### EXERCISE INSTRUCTIONS
All records are to be retyped faithfully and completely.

━━━ DATA SHOWN ━━━

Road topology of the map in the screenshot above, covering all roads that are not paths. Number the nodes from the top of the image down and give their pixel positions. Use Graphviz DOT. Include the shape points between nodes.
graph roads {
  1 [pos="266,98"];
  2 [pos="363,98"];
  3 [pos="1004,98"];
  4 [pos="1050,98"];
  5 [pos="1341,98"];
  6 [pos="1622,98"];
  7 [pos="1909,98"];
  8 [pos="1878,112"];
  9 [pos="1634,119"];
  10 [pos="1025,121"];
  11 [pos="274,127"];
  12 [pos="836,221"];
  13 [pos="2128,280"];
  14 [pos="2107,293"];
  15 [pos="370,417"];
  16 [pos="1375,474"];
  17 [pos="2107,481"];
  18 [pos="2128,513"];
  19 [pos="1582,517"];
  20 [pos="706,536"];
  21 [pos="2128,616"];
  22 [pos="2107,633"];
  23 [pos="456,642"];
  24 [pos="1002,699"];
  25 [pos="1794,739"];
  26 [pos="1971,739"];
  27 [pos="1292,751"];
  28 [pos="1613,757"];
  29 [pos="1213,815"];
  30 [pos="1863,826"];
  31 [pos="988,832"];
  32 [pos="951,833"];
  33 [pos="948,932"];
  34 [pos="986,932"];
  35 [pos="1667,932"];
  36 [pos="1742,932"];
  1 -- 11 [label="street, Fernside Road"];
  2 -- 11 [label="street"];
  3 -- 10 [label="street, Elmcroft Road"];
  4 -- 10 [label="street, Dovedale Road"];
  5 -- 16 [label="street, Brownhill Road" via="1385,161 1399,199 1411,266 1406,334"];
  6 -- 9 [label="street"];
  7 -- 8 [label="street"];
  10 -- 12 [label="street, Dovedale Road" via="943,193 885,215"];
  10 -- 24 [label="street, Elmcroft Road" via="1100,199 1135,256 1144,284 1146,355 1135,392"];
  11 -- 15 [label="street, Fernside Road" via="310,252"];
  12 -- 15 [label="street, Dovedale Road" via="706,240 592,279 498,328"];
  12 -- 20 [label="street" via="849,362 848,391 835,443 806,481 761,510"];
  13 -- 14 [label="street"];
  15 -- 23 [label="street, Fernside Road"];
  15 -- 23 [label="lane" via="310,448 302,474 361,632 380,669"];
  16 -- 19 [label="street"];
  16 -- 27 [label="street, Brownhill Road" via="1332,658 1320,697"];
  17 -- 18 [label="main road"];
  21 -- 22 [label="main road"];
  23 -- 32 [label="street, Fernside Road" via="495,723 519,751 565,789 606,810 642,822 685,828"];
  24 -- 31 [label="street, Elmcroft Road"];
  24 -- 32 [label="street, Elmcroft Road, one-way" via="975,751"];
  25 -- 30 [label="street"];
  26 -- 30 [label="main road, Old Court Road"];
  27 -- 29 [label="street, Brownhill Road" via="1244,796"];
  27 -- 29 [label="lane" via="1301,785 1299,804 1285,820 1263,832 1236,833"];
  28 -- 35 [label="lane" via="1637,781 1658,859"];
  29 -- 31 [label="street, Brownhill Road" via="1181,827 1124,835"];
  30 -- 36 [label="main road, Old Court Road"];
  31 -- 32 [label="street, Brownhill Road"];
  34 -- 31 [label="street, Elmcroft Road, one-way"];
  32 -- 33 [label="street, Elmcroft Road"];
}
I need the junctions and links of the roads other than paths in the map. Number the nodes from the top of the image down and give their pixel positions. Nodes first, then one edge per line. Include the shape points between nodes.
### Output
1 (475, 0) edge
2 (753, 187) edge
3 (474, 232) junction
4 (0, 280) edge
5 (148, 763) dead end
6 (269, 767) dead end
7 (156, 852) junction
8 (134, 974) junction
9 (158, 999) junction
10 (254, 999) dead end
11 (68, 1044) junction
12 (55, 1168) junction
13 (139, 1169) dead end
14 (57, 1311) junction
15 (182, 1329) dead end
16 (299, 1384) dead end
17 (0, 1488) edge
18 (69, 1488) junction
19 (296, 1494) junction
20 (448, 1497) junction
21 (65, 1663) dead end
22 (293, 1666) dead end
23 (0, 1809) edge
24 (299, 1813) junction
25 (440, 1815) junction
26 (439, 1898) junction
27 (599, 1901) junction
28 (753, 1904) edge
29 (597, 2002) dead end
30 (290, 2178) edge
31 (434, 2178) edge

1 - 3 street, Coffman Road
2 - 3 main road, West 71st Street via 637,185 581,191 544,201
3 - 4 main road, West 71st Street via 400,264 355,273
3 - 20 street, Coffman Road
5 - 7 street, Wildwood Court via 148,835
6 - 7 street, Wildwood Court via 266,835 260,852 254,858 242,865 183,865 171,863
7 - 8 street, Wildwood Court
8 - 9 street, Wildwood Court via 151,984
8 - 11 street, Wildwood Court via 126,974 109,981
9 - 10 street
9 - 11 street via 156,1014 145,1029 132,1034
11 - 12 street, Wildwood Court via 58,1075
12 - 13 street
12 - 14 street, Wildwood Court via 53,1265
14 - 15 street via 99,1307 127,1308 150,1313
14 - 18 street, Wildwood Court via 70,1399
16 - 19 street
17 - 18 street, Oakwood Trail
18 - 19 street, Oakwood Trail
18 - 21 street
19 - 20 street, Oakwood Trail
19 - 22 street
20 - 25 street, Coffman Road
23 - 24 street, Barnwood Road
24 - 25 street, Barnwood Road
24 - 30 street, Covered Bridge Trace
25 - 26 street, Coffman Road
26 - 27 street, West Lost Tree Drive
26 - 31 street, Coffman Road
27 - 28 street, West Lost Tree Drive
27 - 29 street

━━━

### YOUR RESPONSE
Road topology of the map in the screenshot above, covering all roads that are not paths. Number the nodes from the top of the image down and give their pixel positions. Use Graphviz DOT. Include the shape points between nodes.
graph roads {
  1 [pos="266,98"];
  2 [pos="363,98"];
  3 [pos="1004,98"];
  4 [pos="1050,98"];
  5 [pos="1341,98"];
  6 [pos="1622,98"];
  7 [pos="1909,98"];
  8 [pos="1878,112"];
  9 [pos="1634,119"];
  10 [pos="1025,121"];
  11 [pos="274,127"];
  12 [pos="836,221"];
  13 [pos="2128,280"];
  14 [pos="2107,293"];
  15 [pos="370,417"];
  16 [pos="1375,474"];
  17 [pos="2107,481"];
  18 [pos="2128,513"];
  19 [pos="1582,517"];
  20 [pos="706,536"];
  21 [pos="2128,616"];
  22 [pos="2107,633"];
  23 [pos="456,642"];
  24 [pos="1002,699"];
  25 [pos="1794,739"];
  26 [pos="1971,739"];
  27 [pos="1292,751"];
  28 [pos="1613,757"];
  29 [pos="1213,815"];
  30 [pos="1863,826"];
  31 [pos="988,832"];
  32 [pos="951,833"];
  33 [pos="948,932"];
  34 [pos="986,932"];
  35 [pos="1667,932"];
  36 [pos="1742,932"];
  1 -- 11 [label="street, Fernside Road"];
  2 -- 11 [label="street"];
  3 -- 10 [label="street, Elmcroft Road"];
  4 -- 10 [label="street, Dovedale Road"];
  5 -- 16 [label="street, Brownhill Road" via="1385,161 1399,199 1411,266 1406,334"];
  6 -- 9 [label="street"];
  7 -- 8 [label="street"];
  10 -- 12 [label="street, Dovedale Road" via="943,193 885,215"];
  10 -- 24 [label="street, Elmcroft Road" via="1100,199 1135,256 1144,284 1146,355 1135,392"];
  11 -- 15 [label="street, Fernside Road" via="310,252"];
  12 -- 15 [label="street, Dovedale Road" via="706,240 592,279 498,328"];
  12 -- 20 [label="street" via="849,362 848,391 835,443 806,481 761,510"];
  13 -- 14 [label="street"];
  15 -- 23 [label="street, Fernside Road"];
  15 -- 23 [label="lane" via="310,448 302,474 361,632 380,669"];
  16 -- 19 [label="street"];
  16 -- 27 [label="street, Brownhill Road" via="1332,658 1320,697"];
  17 -- 18 [label="main road"];
  21 -- 22 [label="main road"];
  23 -- 32 [label="street, Fernside Road" via="495,723 519,751 565,789 606,810 642,822 685,828"];
  24 -- 31 [label="street, Elmcroft Road"];
  24 -- 32 [label="street, Elmcroft Road, one-way" via="975,751"];
  25 -- 30 [label="street"];
  26 -- 30 [label="main road, Old Court Road"];
  27 -- 29 [label="street, Brownhill Road" via="1244,796"];
  27 -- 29 [label="lane" via="1301,785 1299,804 1285,820 1263,832 1236,833"];
  28 -- 35 [label="lane" via="1637,781 1658,859"];
  29 -- 31 [label="street, Brownhill Road" via="1181,827 1124,835"];
  30 -- 36 [label="main road, Old Court Road"];
  31 -- 32 [label="street, Brownhill Road"];
  34 -- 31 [label="street, Elmcroft Road, one-way"];
  32 -- 33 [label="street, Elmcroft Road"];
}
I need the junctions and links of the roads other than paths in the map. Number the nodes from the top of the image down and give their pixel positions. Nodes first, then one edge per line. Include the shape points between nodes.
### Output
1 (475, 0) edge
2 (753, 187) edge
3 (474, 232) junction
4 (0, 280) edge
5 (148, 763) dead end
6 (269, 767) dead end
7 (156, 852) junction
8 (134, 974) junction
9 (158, 999) junction
10 (254, 999) dead end
11 (68, 1044) junction
12 (55, 1168) junction
13 (139, 1169) dead end
14 (57, 1311) junction
15 (182, 1329) dead end
16 (299, 1384) dead end
17 (0, 1488) edge
18 (69, 1488) junction
19 (296, 1494) junction
20 (448, 1497) junction
21 (65, 1663) dead end
22 (293, 1666) dead end
23 (0, 1809) edge
24 (299, 1813) junction
25 (440, 1815) junction
26 (439, 1898) junction
27 (599, 1901) junction
28 (753, 1904) edge
29 (597, 2002) dead end
30 (290, 2178) edge
31 (434, 2178) edge

1 - 3 street, Coffman Road
2 - 3 main road, West 71st Street via 637,185 581,191 544,201
3 - 4 main road, West 71st Street via 400,264 355,273
3 - 20 street, Coffman Road
5 - 7 street, Wildwood Court via 148,835
6 - 7 street, Wildwood Court via 266,835 260,852 254,858 242,865 183,865 171,863
7 - 8 street, Wildwood Court
8 - 9 street, Wildwood Court via 151,984
8 - 11 street, Wildwood Court via 126,974 109,981
9 - 10 street
9 - 11 street via 156,1014 145,1029 132,1034
11 - 12 street, Wildwood Court via 58,1075
12 - 13 street
12 - 14 street, Wildwood Court via 53,1265
14 - 15 street via 99,1307 127,1308 150,1313
14 - 18 street, Wildwood Court via 70,1399
16 - 19 street
17 - 18 street, Oakwood Trail
18 - 19 street, Oakwood Trail
18 - 21 street
19 - 20 street, Oakwood Trail
19 - 22 street
20 - 25 street, Coffman Road
23 - 24 street, Barnwood Road
24 - 25 street, Barnwood Road
24 - 30 street, Covered Bridge Trace
25 - 26 street, Coffman Road
26 - 27 street, West Lost Tree Drive
26 - 31 street, Coffman Road
27 - 28 street, West Lost Tree Drive
27 - 29 street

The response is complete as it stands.